Pourquoi ce relâchement ?

Les utilisateurs n’ont pas maintenu ce système d’alerte. Nous au niveau de l’Europe, il y a ce genre de système qui marche très bien. Tous les exportateurs et tous ceux qui sont dans le secteur économique, l’utilise et il y a une communication autour de ça. La presse économique, les centres de promotion du commerce doivent utiliser les mécanismes qui sont en place. Mais si on n’améliore pas la communication, ils seront sous utilisés. Par exemple, en ce qui concerne la Côte d’Ivoire, le système mis en place, nous

a permis de régler beaucoup de problèmes au niveau des importateurs et exportateurs. Notamment ceux liés au certificat d’origine qui devrait passer par la Chambre de commerce et d’industrie. Nous l’avons fait en Ile Maurice où beaucoup de taxes qui ont été éliminées. Des structures font des ajouts et oublient de faire des nettoyages au fur et à mesure. Si on ne procède pas à des nettoyages, sans le vouloir, on peut avoir des procédures qui se dupliquent. Avec à la clé des coûts additionnels à la charge des opérateurs économiques. Or on doit faire en sorte de gagner des points de compétitivité. A chaque fois qu’on laisse passer des éléments de ce style- là, cela affecte la compétitivité nationale. Nous avons aidé en Côte d’Ivoire travaillé sur le Pacir et formé des opérateurs à l’analyse commercial. Ce sont ce genre d’intelligence que nous voulons aider à créer au niveau des pays.
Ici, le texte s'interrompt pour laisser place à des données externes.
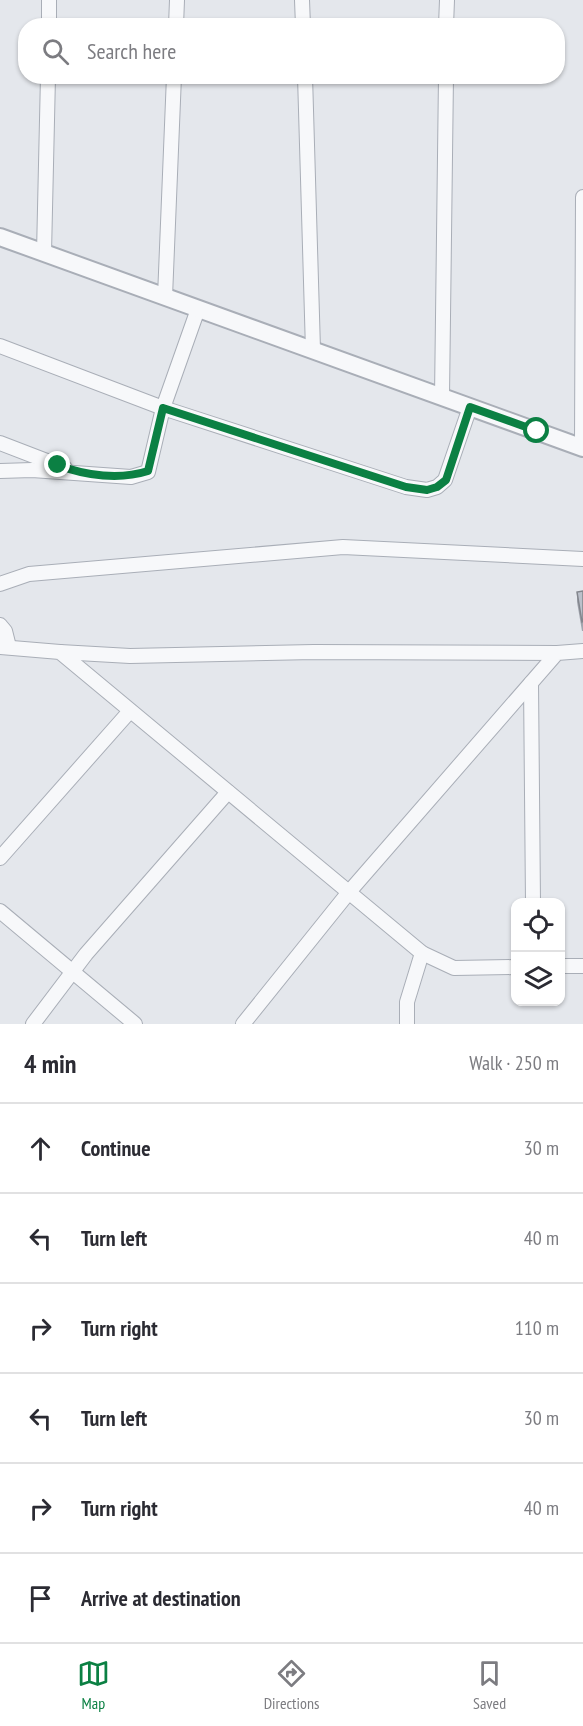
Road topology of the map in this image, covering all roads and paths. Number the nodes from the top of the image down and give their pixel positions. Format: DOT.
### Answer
graph roads {
  1 [pos="49,0"];
  2 [pos="177,0"];
  3 [pos="302,0"];
  4 [pos="447,0"];
  5 [pos="49,18"];
  6 [pos="176,18"];
  7 [pos="303,18"];
  8 [pos="446,18"];
  9 [pos="48,84"];
  10 [pos="174,84"];
  11 [pos="304,84"];
  12 [pos="446,84"];
  13 [pos="583,197"];
  14 [pos="583,204"];
  15 [pos="0,237"];
  16 [pos="44,253"];
  17 [pos="165,297"];
  18 [pos="198,309"];
  19 [pos="0,346"];
  20 [pos="313,350"];
  21 [pos="442,397"];
  22 [pos="470,407"];
  23 [pos="163,408"];
  24 [pos="0,443"];
  25 [pos="583,447"];
  26 [pos="0,471"];
  27 [pos="78,473"];
  28 [pos="583,560"];
  29 [pos="0,584"];
  30 [pos="0,625"];
  31 [pos="4,647"];
  32 [pos="583,651"];
  33 [pos="60,652"];
  34 [pos="557,653"];
  35 [pos="531,682"];
  36 [pos="130,711"];
  37 [pos="228,792"];
  38 [pos="0,858"];
  39 [pos="349,892"];
  40 [pos="533,898"];
  41 [pos="0,911"];
  42 [pos="422,953"];
  43 [pos="565,966"];
  44 [pos="583,966"];
  45 [pos="511,967"];
  46 [pos="73,971"];
  47 [pos="33,1024"];
  48 [pos="135,1024"];
  49 [pos="243,1024"];
  50 [pos="406,1024"];
  1 -- 5 [label="street"];
  2 -- 6 [label="street"];
  3 -- 7 [label="street"];
  4 -- 8 [label="street"];
  9 -- 16 [label="street"];
  10 -- 17 [label="street"];
  11 -- 20 [label="street"];
  12 -- 21 [label="street"];
  13 -- 14 [label="street"];
  14 -- 25 [label="street"];
  15 -- 16 [label="street"];
  16 -- 17 [label="street"];
  17 -- 18 [label="street"];
  18 -- 20 [label="street"];
  18 -- 23 [label="street"];
  19 -- 23 [label="street"];
  20 -- 21 [label="street"];
  21 -- 22 [label="street"];
  22 -- 23 [label="street"];
  22 -- 25 [label="street"];
  23 -- 27 [label="street"];
  24 -- 27 [label="street"];
  26 -- 27 [label="street"];
  28 -- 29 [label="street"];
  30 -- 31 [label="street"];
  31 -- 33 [label="street"];
  32 -- 34 [label="street"];
  33 -- 34 [label="street"];
  33 -- 36 [label="street"];
  34 -- 35 [label="street"];
  35 -- 39 [label="street"];
  35 -- 40 [label="street"];
  36 -- 37 [label="street"];
  36 -- 38 [label="street"];
  37 -- 39 [label="street"];
  37 -- 46 [label="street"];
  39 -- 42 [label="street"];
  39 -- 49 [label="street"];
  41 -- 46 [label="street"];
  42 -- 45 [label="street"];
  42 -- 50 [label="street"];
  43 -- 44 [label="street"];
  46 -- 47 [label="street"];
  46 -- 48 [label="street"];
}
Vous avez dit que vous essayez de rendre l’information digeste de telle sorte qu’elle puisse profiter aux petits exploitants. Quels sont les moyens au niveau de l’Afrique pour atteindre vos cibles qui n’ont souvent pas accès à internet ?

C’est un problème majeur. Quand on a des micro- entreprises, c’est difficile d’atteindre les producteurs et les petits exportateurs. Raison pour laquelle, nous voulons renforcer notre collaboration avec les chambres de commerce en leur mettant à disposition toutes les informations et les moyens. Malheureusement, dans certaines régions, l’accès à l’internet est difficile.(…) Un accord qui a permis d’augmenter les exportations, c’est bien Agoa. Mais il y a beaucoup de technicité dedans. Pour toute l’Afrique de l’Ouest, nous avons fait des guides qui les aident à mieux tirer profits de l’Agoa de A à z. Ce pour différents secteurs. Cela a eu tellement de succès que nous avons été invités par des ambassadeurs africains à Washington pour leur présenter ça et renforcer à la communication. Malheureusement, quel que soit le budget que vous mettez en place, quel que soit la volonté que vous mettez en place, si vous n’avez pas le soutien du pays lui-même, c’est difficile d’atteindre les résultats escomptés. Si nous développons un système qu’on fournit à un partenaire, ce que nous attendons de lui, c’est de maintenir le cap en consolidant les acquis par lui-même. Surtout quand il y a un avantage. C’est vrai nous aidons mais il faut que la partie tierce, prenne la relève. Nous ne comprenons pas pourquoi, ce n’est pas le cas.

Et au Cameroun… ?

Personnellement je n’ai pas travaillé sur le Cameroun ces dernières années. Mais avons un grand projet financé par l’Angleterre, dans le cadre de l’observatoire à mettre en place. La Côte d’Ivoire et le Cameroun sont deux pays pilotes avec l’observatoire que nous sommes en train de mettre en place. Nous allons sélectionner un ou deux secteurs clés par pays sur les lesquels nous allons travailler sur les 24 pays sélectionnés. En travaillant par exemple sur la chaine des valeurs et la promotion des exportations.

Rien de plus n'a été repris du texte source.